PROBLEM: Where an image occurs, skip it and print the rest of the records verbatim.

Collected data entries:
* * * * * * *
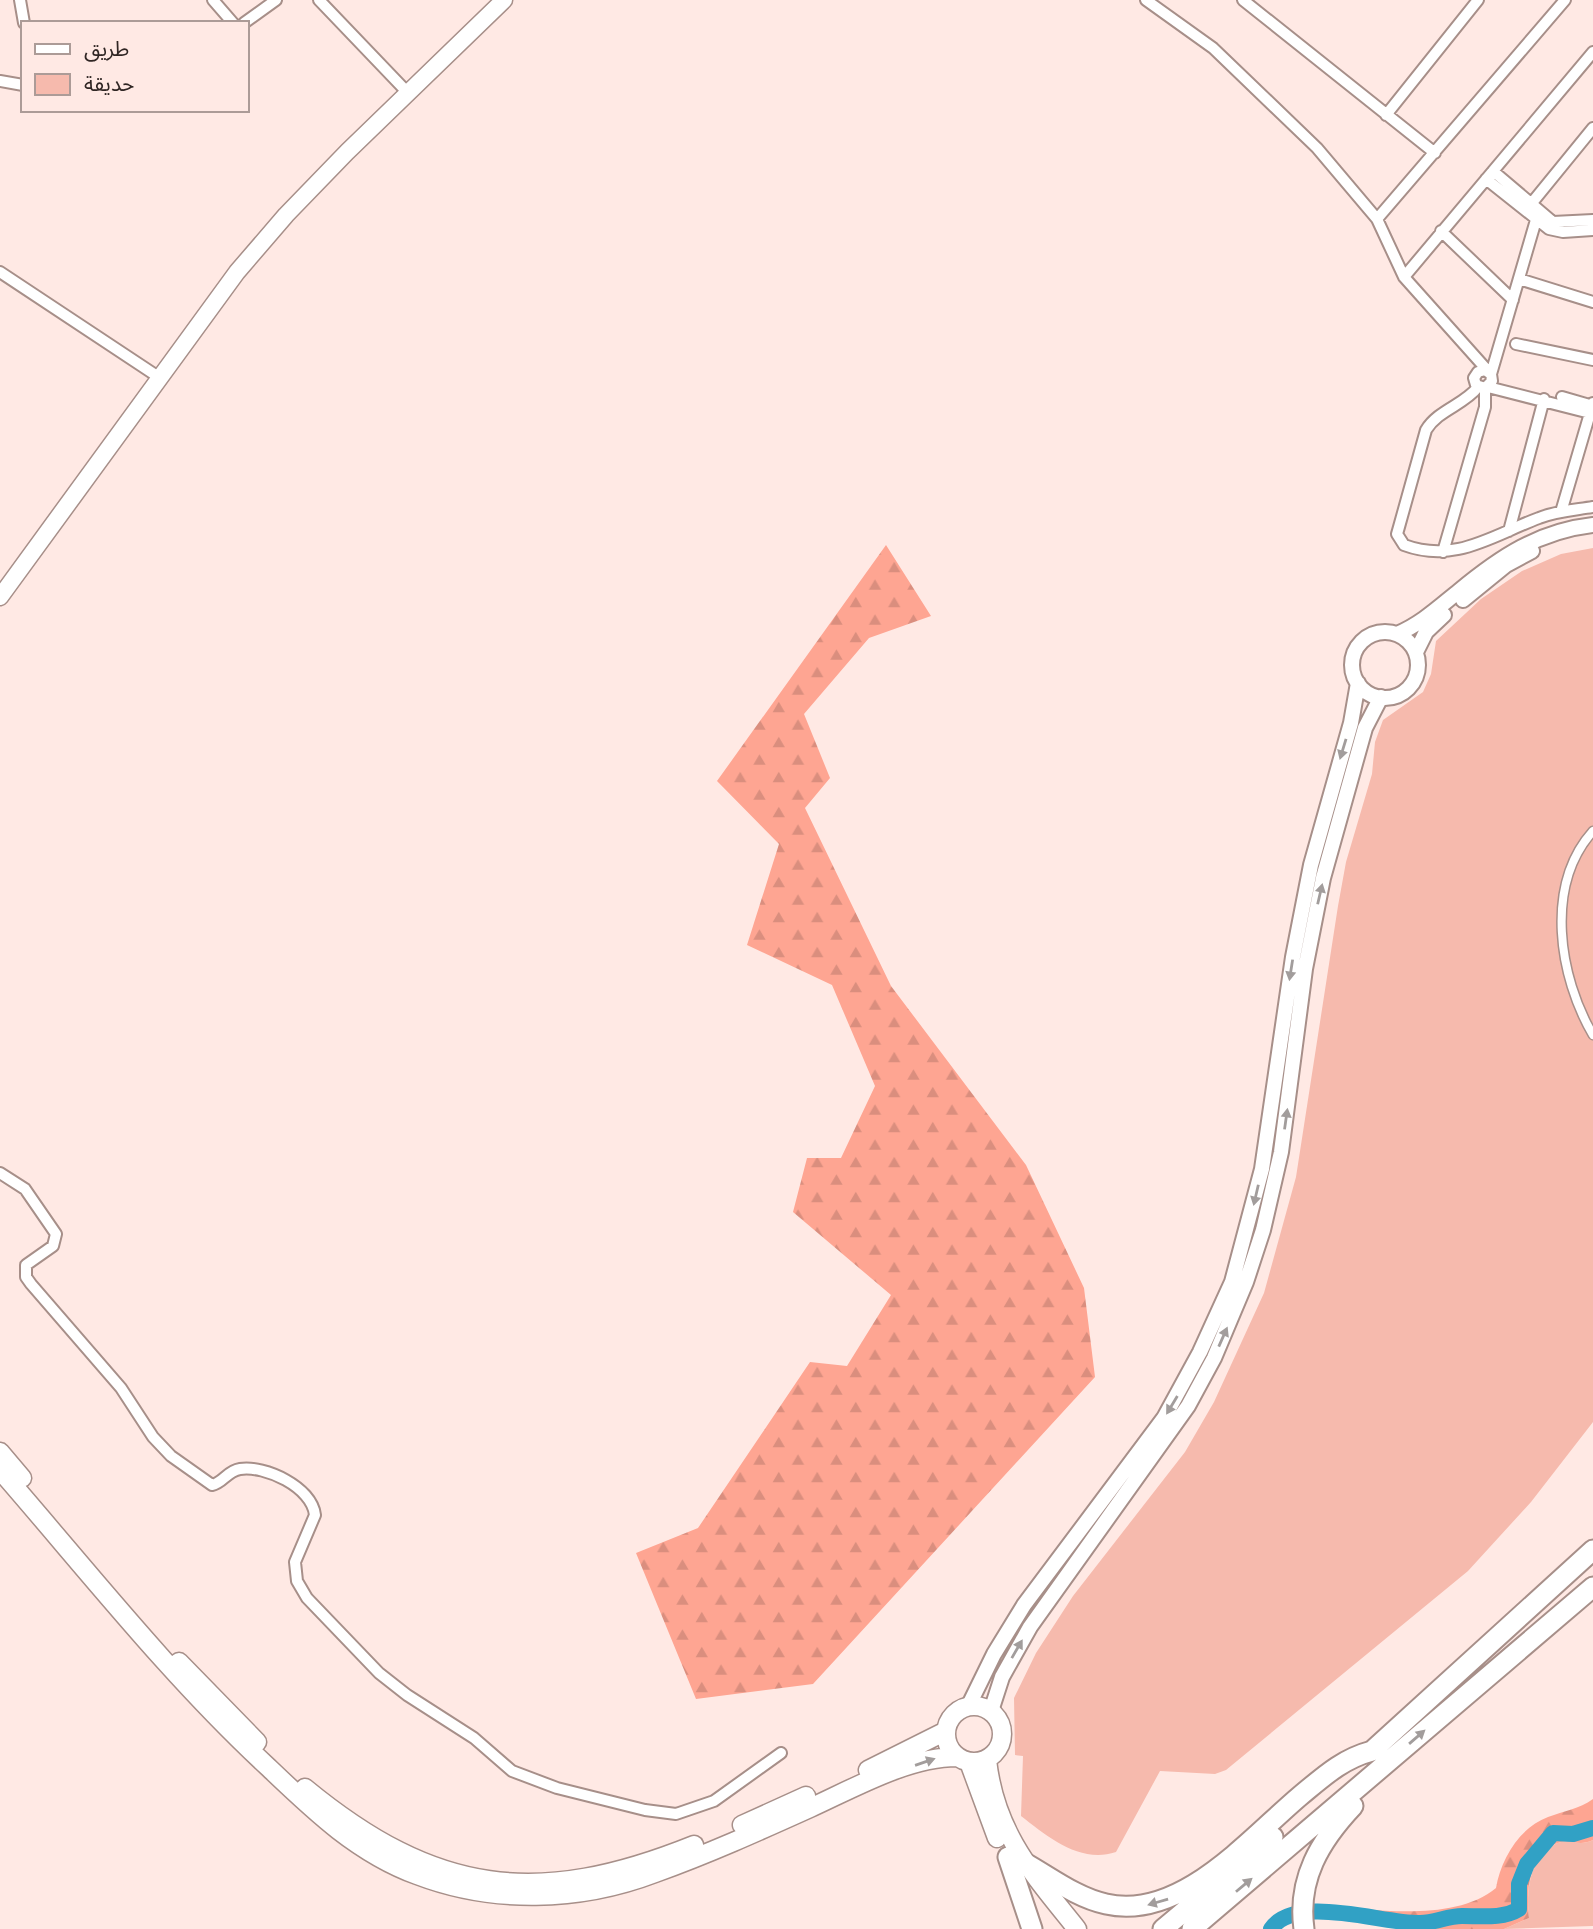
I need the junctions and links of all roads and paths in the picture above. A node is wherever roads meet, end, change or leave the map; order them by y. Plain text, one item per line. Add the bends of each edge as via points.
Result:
1 (20, 0) edge
2 (213, 0) edge
3 (276, 0) edge
4 (319, 0) edge
5 (504, 0) edge
6 (1146, 0) edge
7 (1169, 0) edge
8 (1243, 0) edge
9 (1478, 0) edge
10 (1565, 0) edge
11 (1162, 11) junction
12 (24, 21) edge
13 (231, 21) edge
14 (247, 21) edge
15 (1593, 52) edge
16 (0, 81) edge
17 (21, 85) edge
18 (408, 93) junction
19 (1386, 115) junction
20 (1593, 128) edge
21 (1435, 153) junction
22 (1489, 175) junction
23 (1531, 204) junction
24 (1377, 219) junction
25 (1536, 220) junction
26 (1593, 220) edge
27 (1551, 225) junction
28 (1593, 230) edge
29 (1441, 231) junction
30 (0, 272) edge
31 (1404, 276) junction
32 (1519, 279) junction
33 (1514, 300) junction
34 (1593, 302) edge
35 (1517, 344) dead end
36 (1593, 360) edge
37 (160, 378) junction
38 (1485, 380) junction
39 (1544, 399) junction
40 (1592, 407) edge
41 (1593, 507) edge
42 (1561, 512) junction
43 (1593, 525) edge
44 (1509, 531) junction
45 (1593, 534) edge
46 (1443, 552) junction
47 (0, 597) edge
48 (1397, 634) junction
49 (1416, 652) junction
50 (1358, 683) junction
51 (1381, 697) junction
52 (1593, 831) edge
53 (1593, 1035) edge
54 (0, 1172) edge
55 (0, 1452) edge
56 (0, 1470) edge
57 (1593, 1550) edge
58 (1593, 1563) edge
59 (1593, 1587) edge
60 (968, 1707) junction
61 (991, 1711) junction
62 (946, 1731) junction
63 (781, 1753) dead end
64 (1377, 1759) junction
65 (963, 1760) junction
66 (987, 1760) junction
67 (1016, 1860) junction
68 (1304, 1926) edge
69 (1032, 1929) edge
70 (1062, 1929) edge
71 (1077, 1929) edge
72 (1163, 1929) edge
73 (1192, 1929) edge

1 - 12 street
2 - 13 street
3 - 14 street
4 - 18 street
5 - 18 main road
6 - 11 street
7 - 11 street
8 - 19 street
9 - 19 street
10 - 21 street
11 - 24 street via 1213,48 1317,148
15 - 22 street
16 - 17 street
18 - 37 main road via 286,215 237,272
19 - 21 street
20 - 23 street
21 - 24 street
22 - 23 street
22 - 25 street
22 - 29 street
23 - 27 street
24 - 31 street
25 - 27 street
25 - 32 street
26 - 27 street
27 - 28 street via 1563,232
29 - 31 street
29 - 33 street
30 - 37 street
31 - 38 street via 1461,338
32 - 33 street
32 - 34 street
33 - 38 street
35 - 36 street
37 - 47 main road
38 - 39 street
38 - 40 street
38 - 46 street via 1485,407
38 - 46 street via 1470,397 1430,425 1397,534 1404,545
39 - 40 street
39 - 44 street
40 - 42 street
41 - 42 street
42 - 44 street
43 - 48 main road via 1548,535 1505,554 1424,620
44 - 46 street via 1472,547
45 - 49 main road via 1545,545 1506,565 1432,626
48 - 49 main road
48 - 50 main road via 1376,633 1360,644 1353,663
49 - 51 main road via 1418,666 1411,685 1401,694
50 - 51 main road
50 -> 60 main road via 1306,888 1262,1168 1231,1282 1200,1353 1164,1418 1030,1597
61 -> 51 main road via 1002,1677 1030,1627 1188,1406 1246,1282 1281,1152 1305,970 1323,878 1365,728
52 - 53 street via 1570,875 1562,931 1575,996
54 - 63 street via 25,1189 56,1234 53,1246 26,1265 31,1284 121,1388 145,1428 171,1457 212,1485 237,1469 255,1469 275,1475 304,1495 315,1515 297,1552 297,1581 353,1647 407,1695 525,1777 663,1814 702,1808
55 - 62 highway via 180,1663 282,1766 364,1834 437,1869 522,1883 620,1871 715,1837
56 -> 65 highway via 192,1694 306,1804 363,1848 441,1884 519,1897 616,1885 685,1862 889,1774 937,1757
57 - 64 highway
58 - 64 highway
64 -> 59 highway
60 - 61 highway
60 - 62 highway via 953,1715
61 - 66 highway via 1001,1726 1002,1738
62 - 65 highway via 949,1748
64 -> 67 highway via 1339,1764 1203,1878 1167,1900 1147,1906 1086,1898
64 - 68 highway via 1364,1795 1323,1841 1305,1887
64 - 72 highway
73 -> 64 highway
65 - 66 highway
65 - 67 highway via 986,1815
66 - 67 highway via 998,1812
67 - 69 highway
67 - 70 highway
67 - 71 highway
* * * * * * *
ANSWER BOX:
I need the junctions and links of all roads and paths in the picture above. A node is wherever roads meet, end, change or leave the map; order them by y. Plain text, one item per line. Add the bends of each edge as via points.
Result:
1 (20, 0) edge
2 (213, 0) edge
3 (276, 0) edge
4 (319, 0) edge
5 (504, 0) edge
6 (1146, 0) edge
7 (1169, 0) edge
8 (1243, 0) edge
9 (1478, 0) edge
10 (1565, 0) edge
11 (1162, 11) junction
12 (24, 21) edge
13 (231, 21) edge
14 (247, 21) edge
15 (1593, 52) edge
16 (0, 81) edge
17 (21, 85) edge
18 (408, 93) junction
19 (1386, 115) junction
20 (1593, 128) edge
21 (1435, 153) junction
22 (1489, 175) junction
23 (1531, 204) junction
24 (1377, 219) junction
25 (1536, 220) junction
26 (1593, 220) edge
27 (1551, 225) junction
28 (1593, 230) edge
29 (1441, 231) junction
30 (0, 272) edge
31 (1404, 276) junction
32 (1519, 279) junction
33 (1514, 300) junction
34 (1593, 302) edge
35 (1517, 344) dead end
36 (1593, 360) edge
37 (160, 378) junction
38 (1485, 380) junction
39 (1544, 399) junction
40 (1592, 407) edge
41 (1593, 507) edge
42 (1561, 512) junction
43 (1593, 525) edge
44 (1509, 531) junction
45 (1593, 534) edge
46 (1443, 552) junction
47 (0, 597) edge
48 (1397, 634) junction
49 (1416, 652) junction
50 (1358, 683) junction
51 (1381, 697) junction
52 (1593, 831) edge
53 (1593, 1035) edge
54 (0, 1172) edge
55 (0, 1452) edge
56 (0, 1470) edge
57 (1593, 1550) edge
58 (1593, 1563) edge
59 (1593, 1587) edge
60 (968, 1707) junction
61 (991, 1711) junction
62 (946, 1731) junction
63 (781, 1753) dead end
64 (1377, 1759) junction
65 (963, 1760) junction
66 (987, 1760) junction
67 (1016, 1860) junction
68 (1304, 1926) edge
69 (1032, 1929) edge
70 (1062, 1929) edge
71 (1077, 1929) edge
72 (1163, 1929) edge
73 (1192, 1929) edge

1 - 12 street
2 - 13 street
3 - 14 street
4 - 18 street
5 - 18 main road
6 - 11 street
7 - 11 street
8 - 19 street
9 - 19 street
10 - 21 street
11 - 24 street via 1213,48 1317,148
15 - 22 street
16 - 17 street
18 - 37 main road via 286,215 237,272
19 - 21 street
20 - 23 street
21 - 24 street
22 - 23 street
22 - 25 street
22 - 29 street
23 - 27 street
24 - 31 street
25 - 27 street
25 - 32 street
26 - 27 street
27 - 28 street via 1563,232
29 - 31 street
29 - 33 street
30 - 37 street
31 - 38 street via 1461,338
32 - 33 street
32 - 34 street
33 - 38 street
35 - 36 street
37 - 47 main road
38 - 39 street
38 - 40 street
38 - 46 street via 1485,407
38 - 46 street via 1470,397 1430,425 1397,534 1404,545
39 - 40 street
39 - 44 street
40 - 42 street
41 - 42 street
42 - 44 street
43 - 48 main road via 1548,535 1505,554 1424,620
44 - 46 street via 1472,547
45 - 49 main road via 1545,545 1506,565 1432,626
48 - 49 main road
48 - 50 main road via 1376,633 1360,644 1353,663
49 - 51 main road via 1418,666 1411,685 1401,694
50 - 51 main road
50 -> 60 main road via 1306,888 1262,1168 1231,1282 1200,1353 1164,1418 1030,1597
61 -> 51 main road via 1002,1677 1030,1627 1188,1406 1246,1282 1281,1152 1305,970 1323,878 1365,728
52 - 53 street via 1570,875 1562,931 1575,996
54 - 63 street via 25,1189 56,1234 53,1246 26,1265 31,1284 121,1388 145,1428 171,1457 212,1485 237,1469 255,1469 275,1475 304,1495 315,1515 297,1552 297,1581 353,1647 407,1695 525,1777 663,1814 702,1808
55 - 62 highway via 180,1663 282,1766 364,1834 437,1869 522,1883 620,1871 715,1837
56 -> 65 highway via 192,1694 306,1804 363,1848 441,1884 519,1897 616,1885 685,1862 889,1774 937,1757
57 - 64 highway
58 - 64 highway
64 -> 59 highway
60 - 61 highway
60 - 62 highway via 953,1715
61 - 66 highway via 1001,1726 1002,1738
62 - 65 highway via 949,1748
64 -> 67 highway via 1339,1764 1203,1878 1167,1900 1147,1906 1086,1898
64 - 68 highway via 1364,1795 1323,1841 1305,1887
64 - 72 highway
73 -> 64 highway
65 - 66 highway
65 - 67 highway via 986,1815
66 - 67 highway via 998,1812
67 - 69 highway
67 - 70 highway
67 - 71 highway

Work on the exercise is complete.